Sermon for All Saints’ Sunday

+In the name of the Father and of the Son and of the Holy Spirit. Amen.

The great feast which we mark today, All Saints’, has become a sort of hybrid celebration. On the one hand, we remember the faithful departed, which is really what All Souls’ Day (the day after All Saints’) is about, but it’s good and proper as far as I can tell because Scripture tells us that we are all saints (with a small “s”) by virtue of our Baptism.

That said, the historic focus on this Holy Day has not been on all the faithful departed but on that peculiar group of women and men before whose names we put a capital “S”, “Saint”. We are all, scripture tells us small “s” saints, but we also recognize that there are women and men of special virtue whose memory ought to be celebrated. It is a great part of our tradition, so I’d like us to focus on that for just a minute.

First, what does it mean to be a Saint? Well it comes from the Latin “Sanctus” meaning “holy”. The word in New Testament Greek which was eventually translated into “sanctus” or “holy” is “hagios” which simply means “set apart”. From an anthropological standpoint, there has since humanity became civilized six or seven millenia ago been a sort of preternatural drive to set certain things apart from ordinary, profane things. This probably started with reverence for the dead, but developed to include tribal rituals and the like which were defined by what French sociologist Emile Durkheim termed “communal effervescence.” So, it seems that something about us means that we need to be able to set things apart, to distinguish the sacred from the profane.

As Christians, though, we believe that there is something in addition to the way we evolved as a species and became civilized which creates this need. In short, we set things apart because there really are “holy things.” There is something objectively, ontologically different about certain aspects of our individual and communal lives. There is something different and special and real about what goes on at the altar, which is why we have a sanctus (or “holy”) candle up there and why we ring sanctus (or holy) bells and why we have holy water fonts right by the church doors to remind the faithful both of the fact that this space is holy (set aside for worship) and that we are holy (set aside for God in Baptism).

But why holy people? Why capital “S” Saints if we are already set apart, made small “s” saints in Baptism? It seems somewhat undemocratic, doesn’t it. Well, first of all, there are some ways in which Christianity as we have received it from Jesus and the Apostles is egalitarian and some ways in which it just isn’t. We are all part of the body, of the priesthood of all believers and there isn’t any human being who is superior or inferior to any other in the final analysis. But we do have a hierarchical church and a hierarchical priesthood and it seems to me that a faithful reading of Scripture and of the Tradition of the Church suggests that this is as it should be. Most importantly, we have Christ as the head of our body. Christ is our King, not our duly elected president who happened to get enough votes from the apostolic electoral college.

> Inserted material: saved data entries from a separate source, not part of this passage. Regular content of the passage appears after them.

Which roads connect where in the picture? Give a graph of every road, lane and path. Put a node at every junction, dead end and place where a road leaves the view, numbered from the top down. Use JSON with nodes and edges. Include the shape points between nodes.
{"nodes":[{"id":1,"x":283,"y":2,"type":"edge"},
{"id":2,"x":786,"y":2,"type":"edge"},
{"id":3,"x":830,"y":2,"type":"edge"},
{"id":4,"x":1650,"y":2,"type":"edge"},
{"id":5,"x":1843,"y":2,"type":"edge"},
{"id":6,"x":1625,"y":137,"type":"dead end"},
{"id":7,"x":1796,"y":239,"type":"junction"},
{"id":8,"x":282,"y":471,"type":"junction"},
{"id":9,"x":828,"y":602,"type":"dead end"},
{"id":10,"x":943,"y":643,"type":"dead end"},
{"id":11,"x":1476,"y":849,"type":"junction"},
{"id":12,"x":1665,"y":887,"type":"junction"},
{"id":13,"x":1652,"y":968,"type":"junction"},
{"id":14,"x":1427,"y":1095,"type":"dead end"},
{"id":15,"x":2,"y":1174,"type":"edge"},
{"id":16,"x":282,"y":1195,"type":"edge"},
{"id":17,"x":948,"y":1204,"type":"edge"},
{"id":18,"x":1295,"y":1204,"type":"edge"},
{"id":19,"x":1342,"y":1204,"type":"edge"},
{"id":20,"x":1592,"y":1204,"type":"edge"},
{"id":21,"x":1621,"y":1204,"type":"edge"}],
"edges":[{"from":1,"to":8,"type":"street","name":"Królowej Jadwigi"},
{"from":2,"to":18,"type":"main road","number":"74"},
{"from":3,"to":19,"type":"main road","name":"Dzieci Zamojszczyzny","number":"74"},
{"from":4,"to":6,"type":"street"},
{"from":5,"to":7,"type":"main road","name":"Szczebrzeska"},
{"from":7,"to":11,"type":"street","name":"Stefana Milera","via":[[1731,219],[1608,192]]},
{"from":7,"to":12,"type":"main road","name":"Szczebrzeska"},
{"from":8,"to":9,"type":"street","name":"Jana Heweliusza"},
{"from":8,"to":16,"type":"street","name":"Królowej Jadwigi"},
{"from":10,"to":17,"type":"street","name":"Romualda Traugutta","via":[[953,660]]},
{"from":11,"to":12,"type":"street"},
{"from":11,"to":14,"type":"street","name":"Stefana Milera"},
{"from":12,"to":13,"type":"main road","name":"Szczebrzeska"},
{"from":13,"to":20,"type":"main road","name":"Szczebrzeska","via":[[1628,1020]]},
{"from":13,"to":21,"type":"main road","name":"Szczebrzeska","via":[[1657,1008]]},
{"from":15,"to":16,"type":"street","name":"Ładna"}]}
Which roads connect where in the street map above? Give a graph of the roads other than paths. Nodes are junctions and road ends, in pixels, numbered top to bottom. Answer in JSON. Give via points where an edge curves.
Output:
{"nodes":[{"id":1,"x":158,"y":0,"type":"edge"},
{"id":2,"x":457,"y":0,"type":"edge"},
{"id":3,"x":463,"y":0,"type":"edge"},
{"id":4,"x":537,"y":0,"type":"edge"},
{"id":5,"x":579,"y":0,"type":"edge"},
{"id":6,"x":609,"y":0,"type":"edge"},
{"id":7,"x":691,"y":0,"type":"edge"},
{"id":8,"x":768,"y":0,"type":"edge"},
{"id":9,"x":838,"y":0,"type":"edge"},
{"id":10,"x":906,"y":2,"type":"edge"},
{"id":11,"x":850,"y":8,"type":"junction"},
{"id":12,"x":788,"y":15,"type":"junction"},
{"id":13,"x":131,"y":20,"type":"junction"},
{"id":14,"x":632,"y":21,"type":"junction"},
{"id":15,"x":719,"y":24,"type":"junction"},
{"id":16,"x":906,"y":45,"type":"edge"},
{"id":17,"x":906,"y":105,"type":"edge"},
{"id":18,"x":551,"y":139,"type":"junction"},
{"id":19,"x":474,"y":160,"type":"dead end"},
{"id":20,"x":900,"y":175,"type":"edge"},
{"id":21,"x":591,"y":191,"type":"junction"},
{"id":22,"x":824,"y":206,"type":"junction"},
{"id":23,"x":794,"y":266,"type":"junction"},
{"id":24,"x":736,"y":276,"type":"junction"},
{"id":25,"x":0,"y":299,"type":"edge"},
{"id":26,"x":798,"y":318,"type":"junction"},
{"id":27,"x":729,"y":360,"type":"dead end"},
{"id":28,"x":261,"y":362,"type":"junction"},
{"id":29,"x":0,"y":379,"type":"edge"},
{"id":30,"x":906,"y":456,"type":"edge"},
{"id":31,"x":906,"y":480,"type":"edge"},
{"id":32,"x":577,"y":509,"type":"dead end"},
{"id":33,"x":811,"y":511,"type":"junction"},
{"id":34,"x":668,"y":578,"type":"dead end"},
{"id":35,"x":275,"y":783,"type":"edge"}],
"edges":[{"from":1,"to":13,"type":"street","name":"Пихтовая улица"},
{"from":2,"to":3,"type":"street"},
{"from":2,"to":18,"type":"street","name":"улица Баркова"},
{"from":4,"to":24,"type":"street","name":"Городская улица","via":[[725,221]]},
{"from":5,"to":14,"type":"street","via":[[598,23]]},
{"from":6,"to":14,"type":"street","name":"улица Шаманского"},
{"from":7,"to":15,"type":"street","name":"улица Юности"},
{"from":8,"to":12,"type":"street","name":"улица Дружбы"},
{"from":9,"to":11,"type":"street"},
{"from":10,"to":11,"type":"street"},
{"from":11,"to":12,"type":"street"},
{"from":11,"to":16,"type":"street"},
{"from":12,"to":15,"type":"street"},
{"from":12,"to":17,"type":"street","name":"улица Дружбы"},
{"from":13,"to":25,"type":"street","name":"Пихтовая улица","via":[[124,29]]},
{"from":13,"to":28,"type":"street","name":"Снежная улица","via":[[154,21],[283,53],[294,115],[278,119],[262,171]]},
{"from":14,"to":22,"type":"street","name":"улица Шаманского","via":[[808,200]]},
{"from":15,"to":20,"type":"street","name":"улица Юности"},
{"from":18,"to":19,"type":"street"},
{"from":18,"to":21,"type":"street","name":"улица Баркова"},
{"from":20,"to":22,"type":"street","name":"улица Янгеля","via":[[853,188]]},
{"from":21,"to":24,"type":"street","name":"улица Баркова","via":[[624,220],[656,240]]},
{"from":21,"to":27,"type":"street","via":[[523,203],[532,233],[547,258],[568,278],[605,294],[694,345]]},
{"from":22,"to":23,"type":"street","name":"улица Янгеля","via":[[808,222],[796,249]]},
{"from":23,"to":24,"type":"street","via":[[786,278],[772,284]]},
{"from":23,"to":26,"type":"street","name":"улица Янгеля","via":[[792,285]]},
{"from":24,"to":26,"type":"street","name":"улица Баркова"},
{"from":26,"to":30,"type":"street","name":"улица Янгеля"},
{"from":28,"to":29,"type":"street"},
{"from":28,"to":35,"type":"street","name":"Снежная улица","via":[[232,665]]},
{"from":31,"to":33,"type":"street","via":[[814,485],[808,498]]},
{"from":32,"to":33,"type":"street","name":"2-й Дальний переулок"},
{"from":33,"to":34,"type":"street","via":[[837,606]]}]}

There are those whom Christ calls to a special order of ministry, to represent Himself to the people. For one thing, that’s why we have an educated, trained, ordained, professional college of Bishops, Priests, and Deacons in the Church. This is (to me, anyway) not a source of pride but of the most intense terror and sense of unworthiness imaginable.

There are also those whom Christ calls to be His most special representatives to a particular time and place and situation and whose lives of devotion can serve as a model for the rest of us. Or, as our Book of Common Prayer eloquently puts it, there are some called to be “the chosen vessels of [God’s] grace, and the lights of the world in their generations.” Some of us, myself included, call on these men and women to intercede for us, just as many ask a friend or a priest to pray for them or a loved one. For others, this is not a part of their piety, but the examples of the Saints can still instruct and inspire us. The courage of the martyrs, the wisdom of church doctors, the temperance of virgins, the fervor of evangelists, the conviction of those who work for Christ’s reign of justice and peace, should stir up in us the will and wherewithal to be vessels of God’s grace in our own generation. Their emulation of and commitment to our Lord and Savior should inspire us to be a little bit unsatisfied being small “s” saints. Our godly discomfiture should spur us on to try to be capital “S” Saints [just like that sweet hymn we just sang said , “I mean to be one, too]. Most of us won’t make it, which is okay, but we may find a greater satisfaction when we rest from all our labors, and know that we did our level best to confess before this world the name of Jesus.

+In the name of the Father and of the Son and of the Holy Spirit. Amen.